- _WHAT IS REQUIRED_: Repeat each entry exactly; omit all pictures.

- _SUPPLIED DATA_:
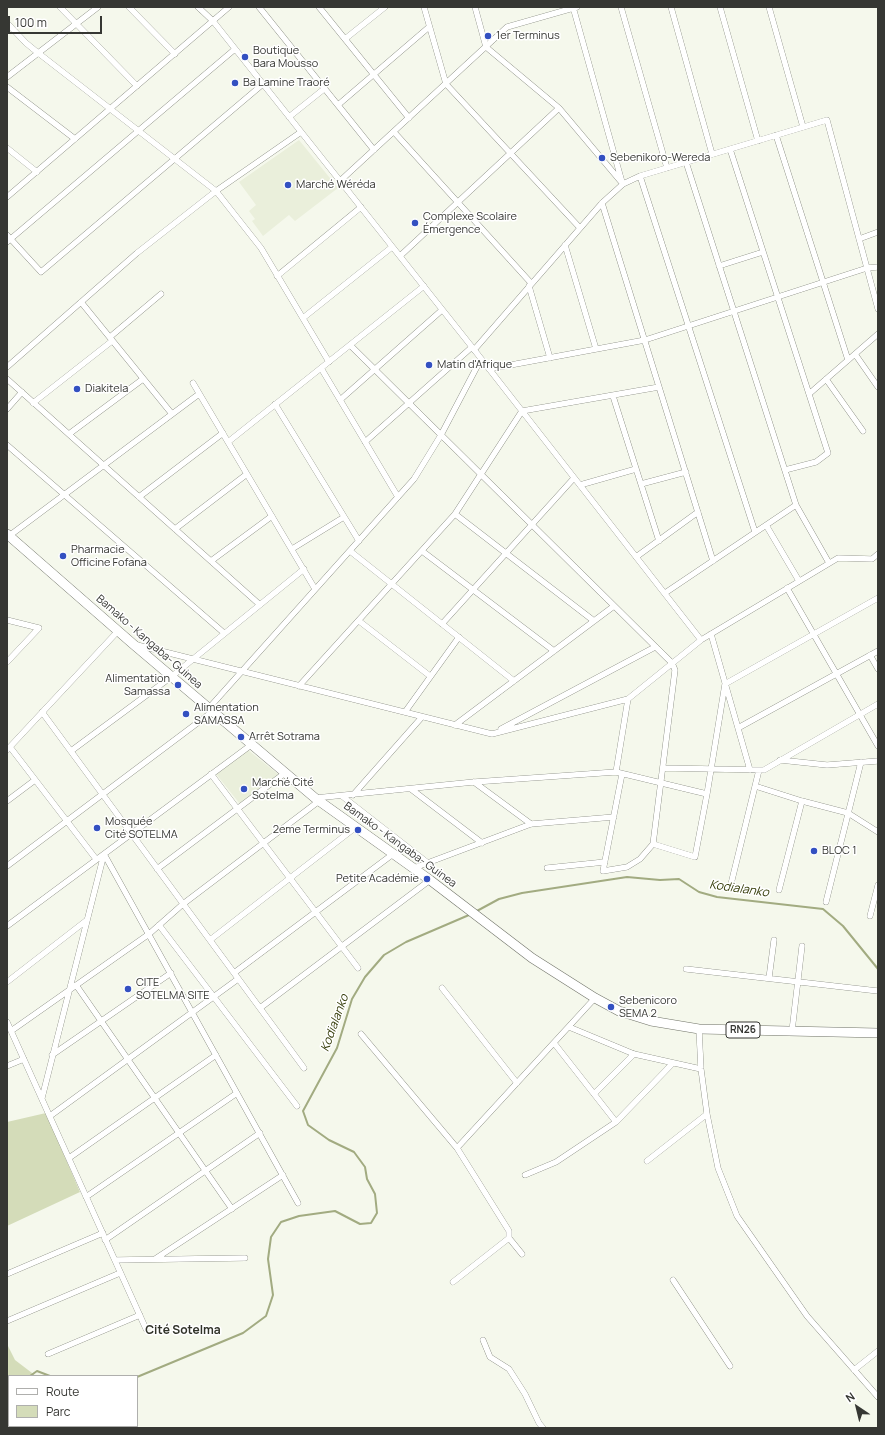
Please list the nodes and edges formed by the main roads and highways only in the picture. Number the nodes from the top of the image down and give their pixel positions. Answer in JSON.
{"nodes":[{"id":1,"x":8,"y":535,"type":"edge"},
{"id":2,"x":878,"y":1033,"type":"edge"}],
"edges":[{"from":1,"to":2,"type":"main road","name":"Bamako - Kangaba- Guinea","number":"RN26"}]}
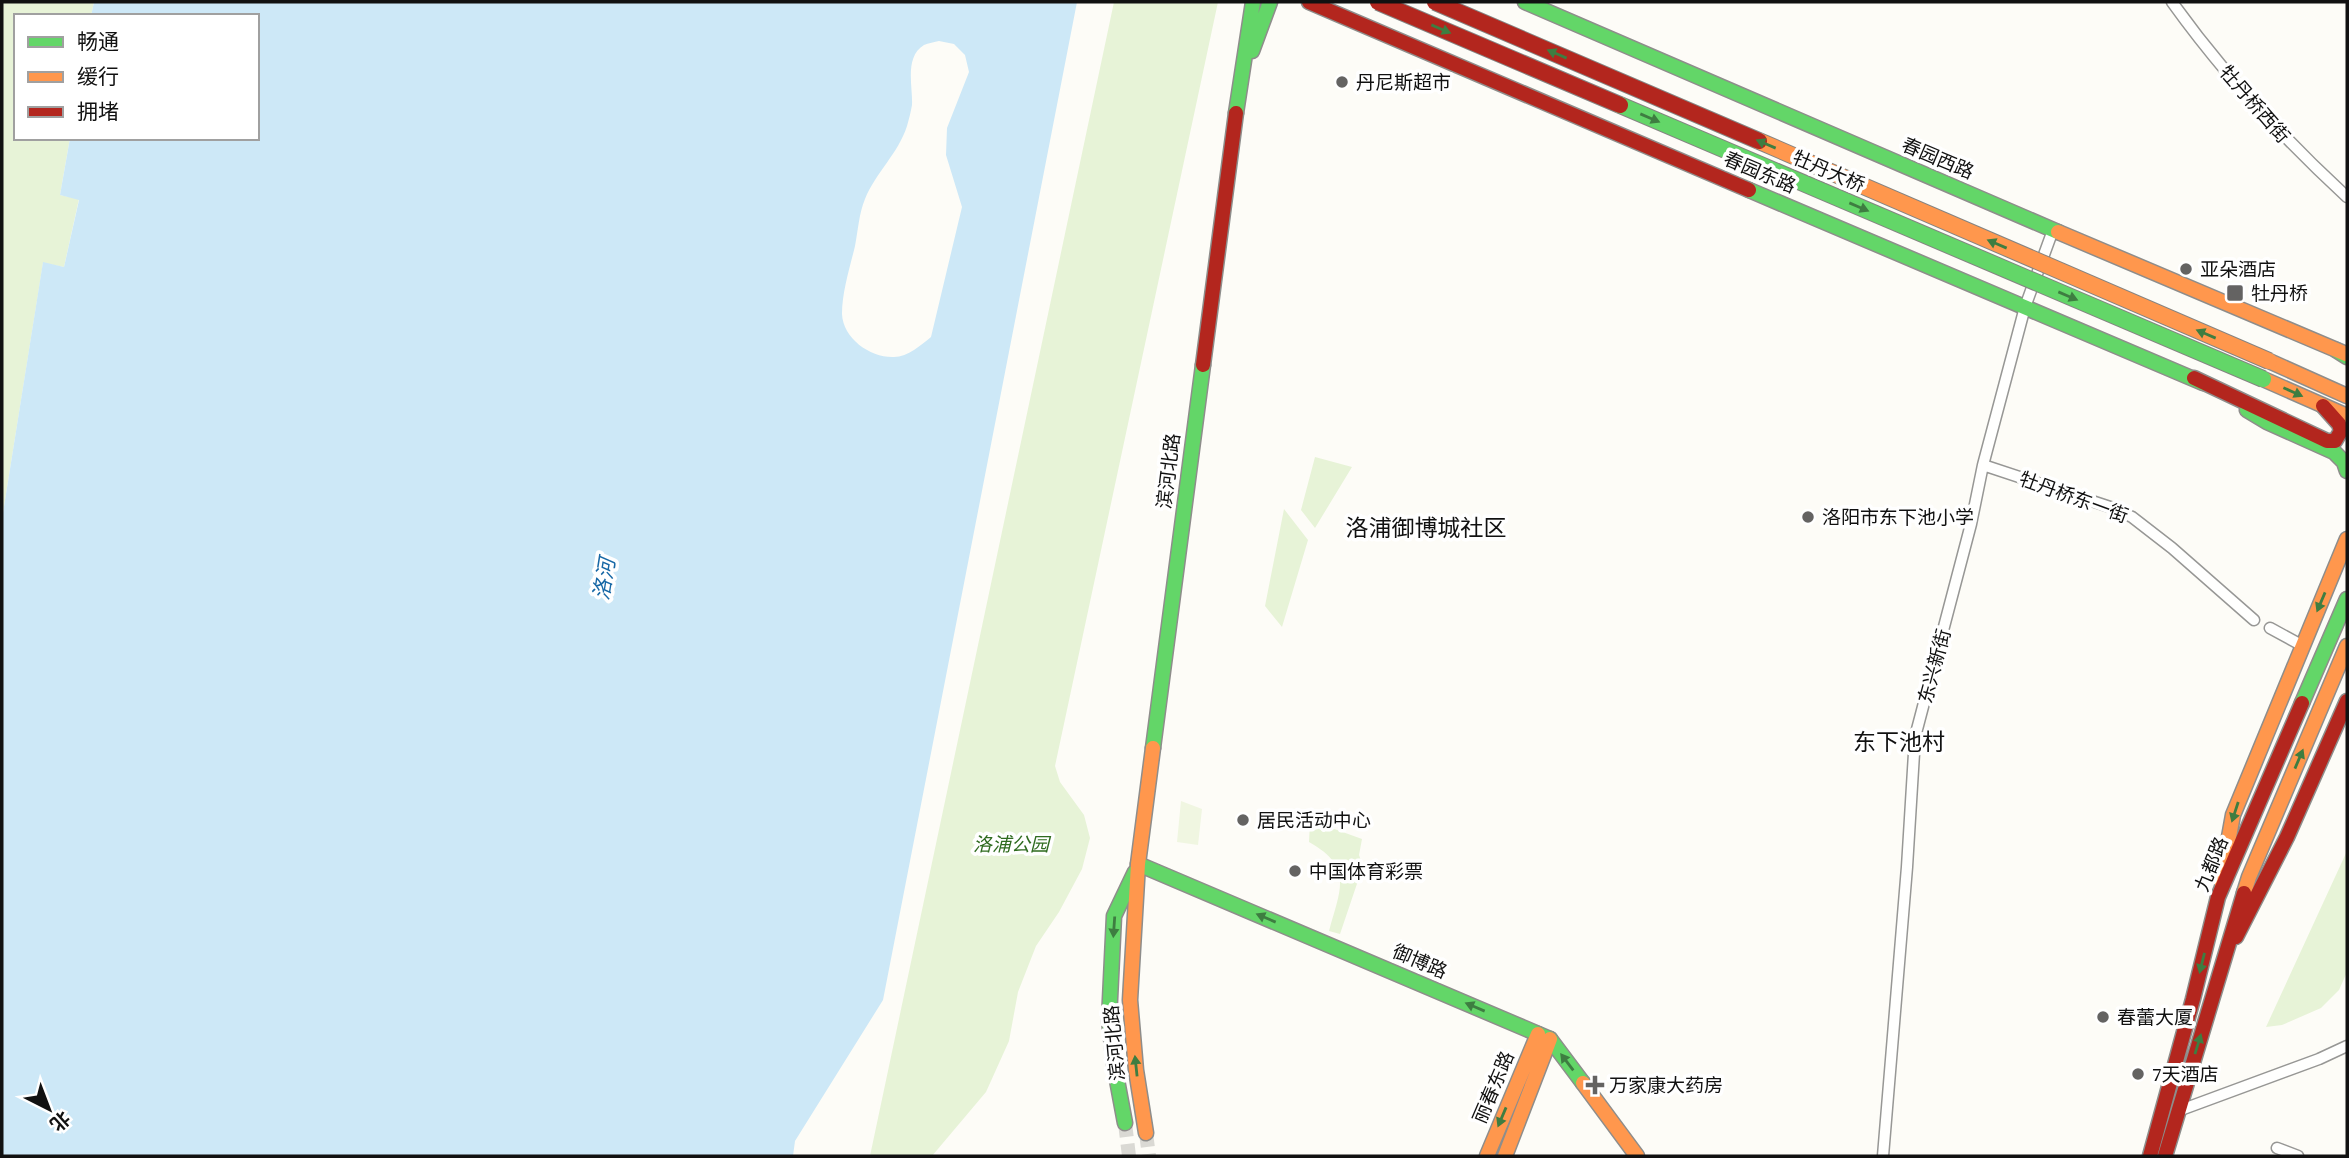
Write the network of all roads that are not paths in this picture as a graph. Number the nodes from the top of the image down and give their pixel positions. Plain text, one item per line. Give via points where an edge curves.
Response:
1 (1253, 2) edge
2 (1270, 2) edge
3 (1310, 2) edge
4 (1378, 2) edge
5 (1435, 2) edge
6 (1525, 2) edge
7 (2172, 2) edge
8 (1240, 82) junction
9 (2347, 197) edge
10 (2053, 230) junction
11 (2025, 307) junction
12 (2343, 354) edge
13 (2194, 378) junction
14 (2347, 381) edge
15 (2322, 384) junction
16 (2347, 387) edge
17 (2347, 396) edge
18 (2323, 406) junction
19 (2347, 416) edge
20 (2347, 425) edge
21 (1983, 465) junction
22 (2347, 471) edge
23 (2347, 541) edge
24 (2347, 599) edge
25 (2254, 620) dead end
26 (2270, 628) dead end
27 (2303, 646) junction
28 (2347, 646) edge
29 (2347, 701) edge
30 (1138, 864) junction
31 (2218, 897) junction
32 (2224, 960) junction
33 (1544, 1037) junction
34 (2347, 1046) edge
35 (2178, 1111) junction
36 (1125, 1123) tunnel mouth
37 (1146, 1133) tunnel mouth
38 (2277, 1148) dead end
39 (1486, 1156) edge
40 (1505, 1156) edge
41 (1637, 1156) edge
42 (1883, 1156) edge
43 (2150, 1156) edge
44 (2165, 1156) edge
45 (2298, 1156) edge

1 - 8 main road, 滨河北路
2 - 8 main road, 滨河北路
3 - 11 main road, 春园东路
4 -> 18 main road, 牡丹大桥, bridge
15 -> 5 main road, 牡丹大桥, bridge
6 - 10 main road, 春园西路
7 - 9 street, 牡丹桥西街 via 2200,41 2296,150
8 - 30 main road, 滨河北路
10 - 11 street, 东兴新街
10 - 12 main road, 春园西路
11 - 13 main road, 春园东路
11 - 21 street, 东兴新街
13 - 18 main road via 2335,441 2341,431 2339,424
13 - 22 main road via 2267,422 2334,452
14 - 15 main road
15 - 16 main road
15 - 17 main road
18 - 19 main road
18 - 20 main road
21 - 25 street, 牡丹桥东一街 via 2132,517
21 - 42 street, 东兴新街 via 1915,737
23 -> 27 main road
24 - 31 main road, 九都路
26 - 27 street
27 -> 31 main road via 2233,815
32 -> 28 main road, 九都路 via 2249,877
29 - 32 main road via 2287,837
33 -> 30 main road, 御博路
30 -> 36 main road, 滨河北路 via 1114,916 1109,1020
37 -> 30 main road, 滨河北路 via 1130,1000
31 -> 43 main road, 九都路
35 -> 32 main road, 九都路
33 -> 39 main road, 丽春东路
33 - 40 main road, 丽春东路
41 -> 33 main road
34 - 35 street
35 - 44 main road, 九都路
38 - 45 street

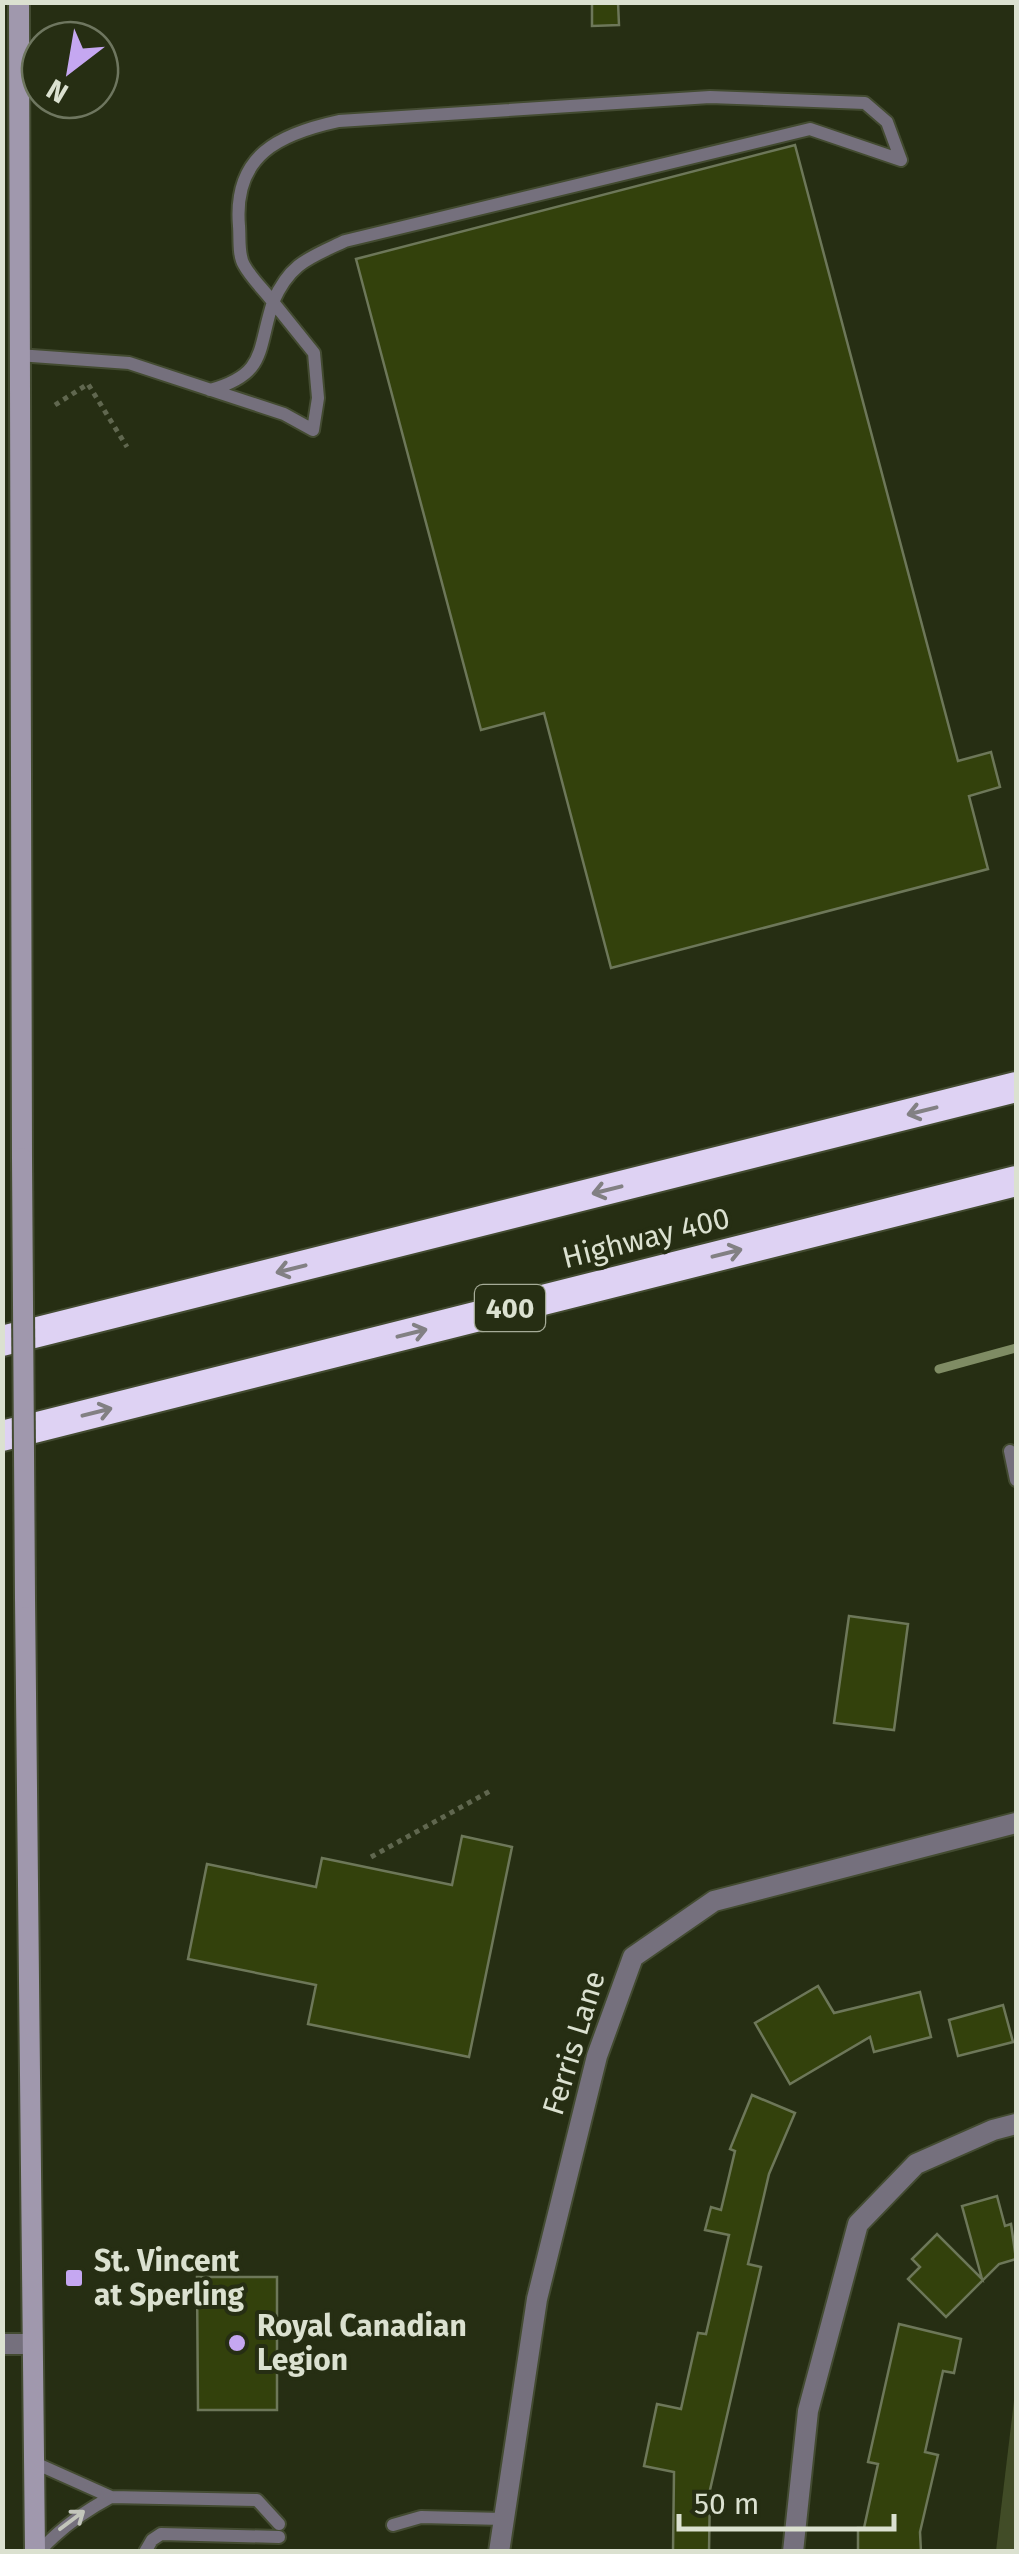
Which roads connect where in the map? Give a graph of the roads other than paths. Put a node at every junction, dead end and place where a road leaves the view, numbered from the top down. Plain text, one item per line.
1 (19, 2) edge
2 (273, 302) junction
3 (10, 355) edge
4 (210, 390) junction
5 (1016, 1087) edge
6 (1016, 1181) edge
7 (2, 1341) edge
8 (2, 1436) edge
9 (1010, 1451) dead end
10 (1016, 1480) edge
11 (1016, 1823) edge
12 (1016, 2124) edge
13 (2, 2344) edge
14 (32, 2344) junction
15 (35, 2463) junction
16 (110, 2496) junction
17 (502, 2518) junction
18 (393, 2525) dead end
19 (37, 2552) edge
20 (145, 2552) edge
21 (499, 2552) edge
22 (793, 2552) edge

1 - 3 main road
2 - 2 lane
2 - 4 lane
2 - 4 lane
3 - 4 lane
3 - 14 main road, bridge
5 -> 7 highway, Highway 400
8 -> 6 highway, Highway 400 / 400
9 - 10 lane
11 - 17 street, Ferris Lane
12 - 22 street
13 - 14 street
14 - 15 main road
15 - 16 lane
15 - 19 main road
19 -> 16 lane
16 - 20 lane
17 - 18 lane
17 - 21 street, Ferris Lane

- _EXERCISE RESULT_:
Please list the nodes and edges formed by the main roads and highways only in the picture. Number the nodes from the top of the image down and give their pixel positions. Answer in JSON.
{"nodes":[{"id":1,"x":8,"y":535,"type":"edge"},
{"id":2,"x":878,"y":1033,"type":"edge"}],
"edges":[{"from":1,"to":2,"type":"main road","name":"Bamako - Kangaba- Guinea","number":"RN26"}]}
Write the network of all roads that are not paths in this picture as a graph. Number the nodes from the top of the image down and give their pixel positions. Plain text, one item per line. Give via points where an edge curves.
Response:
1 (1253, 2) edge
2 (1270, 2) edge
3 (1310, 2) edge
4 (1378, 2) edge
5 (1435, 2) edge
6 (1525, 2) edge
7 (2172, 2) edge
8 (1240, 82) junction
9 (2347, 197) edge
10 (2053, 230) junction
11 (2025, 307) junction
12 (2343, 354) edge
13 (2194, 378) junction
14 (2347, 381) edge
15 (2322, 384) junction
16 (2347, 387) edge
17 (2347, 396) edge
18 (2323, 406) junction
19 (2347, 416) edge
20 (2347, 425) edge
21 (1983, 465) junction
22 (2347, 471) edge
23 (2347, 541) edge
24 (2347, 599) edge
25 (2254, 620) dead end
26 (2270, 628) dead end
27 (2303, 646) junction
28 (2347, 646) edge
29 (2347, 701) edge
30 (1138, 864) junction
31 (2218, 897) junction
32 (2224, 960) junction
33 (1544, 1037) junction
34 (2347, 1046) edge
35 (2178, 1111) junction
36 (1125, 1123) tunnel mouth
37 (1146, 1133) tunnel mouth
38 (2277, 1148) dead end
39 (1486, 1156) edge
40 (1505, 1156) edge
41 (1637, 1156) edge
42 (1883, 1156) edge
43 (2150, 1156) edge
44 (2165, 1156) edge
45 (2298, 1156) edge

1 - 8 main road, 滨河北路
2 - 8 main road, 滨河北路
3 - 11 main road, 春园东路
4 -> 18 main road, 牡丹大桥, bridge
15 -> 5 main road, 牡丹大桥, bridge
6 - 10 main road, 春园西路
7 - 9 street, 牡丹桥西街 via 2200,41 2296,150
8 - 30 main road, 滨河北路
10 - 11 street, 东兴新街
10 - 12 main road, 春园西路
11 - 13 main road, 春园东路
11 - 21 street, 东兴新街
13 - 18 main road via 2335,441 2341,431 2339,424
13 - 22 main road via 2267,422 2334,452
14 - 15 main road
15 - 16 main road
15 - 17 main road
18 - 19 main road
18 - 20 main road
21 - 25 street, 牡丹桥东一街 via 2132,517
21 - 42 street, 东兴新街 via 1915,737
23 -> 27 main road
24 - 31 main road, 九都路
26 - 27 street
27 -> 31 main road via 2233,815
32 -> 28 main road, 九都路 via 2249,877
29 - 32 main road via 2287,837
33 -> 30 main road, 御博路
30 -> 36 main road, 滨河北路 via 1114,916 1109,1020
37 -> 30 main road, 滨河北路 via 1130,1000
31 -> 43 main road, 九都路
35 -> 32 main road, 九都路
33 -> 39 main road, 丽春东路
33 - 40 main road, 丽春东路
41 -> 33 main road
34 - 35 street
35 - 44 main road, 九都路
38 - 45 street

Which roads connect where in the map? Give a graph of the roads other than paths. Put a node at every junction, dead end and place where a road leaves the view, numbered from the top down. Plain text, one item per line.
1 (19, 2) edge
2 (273, 302) junction
3 (10, 355) edge
4 (210, 390) junction
5 (1016, 1087) edge
6 (1016, 1181) edge
7 (2, 1341) edge
8 (2, 1436) edge
9 (1010, 1451) dead end
10 (1016, 1480) edge
11 (1016, 1823) edge
12 (1016, 2124) edge
13 (2, 2344) edge
14 (32, 2344) junction
15 (35, 2463) junction
16 (110, 2496) junction
17 (502, 2518) junction
18 (393, 2525) dead end
19 (37, 2552) edge
20 (145, 2552) edge
21 (499, 2552) edge
22 (793, 2552) edge

1 - 3 main road
2 - 2 lane
2 - 4 lane
2 - 4 lane
3 - 4 lane
3 - 14 main road, bridge
5 -> 7 highway, Highway 400
8 -> 6 highway, Highway 400 / 400
9 - 10 lane
11 - 17 street, Ferris Lane
12 - 22 street
13 - 14 street
14 - 15 main road
15 - 16 lane
15 - 19 main road
19 -> 16 lane
16 - 20 lane
17 - 18 lane
17 - 21 street, Ferris Lane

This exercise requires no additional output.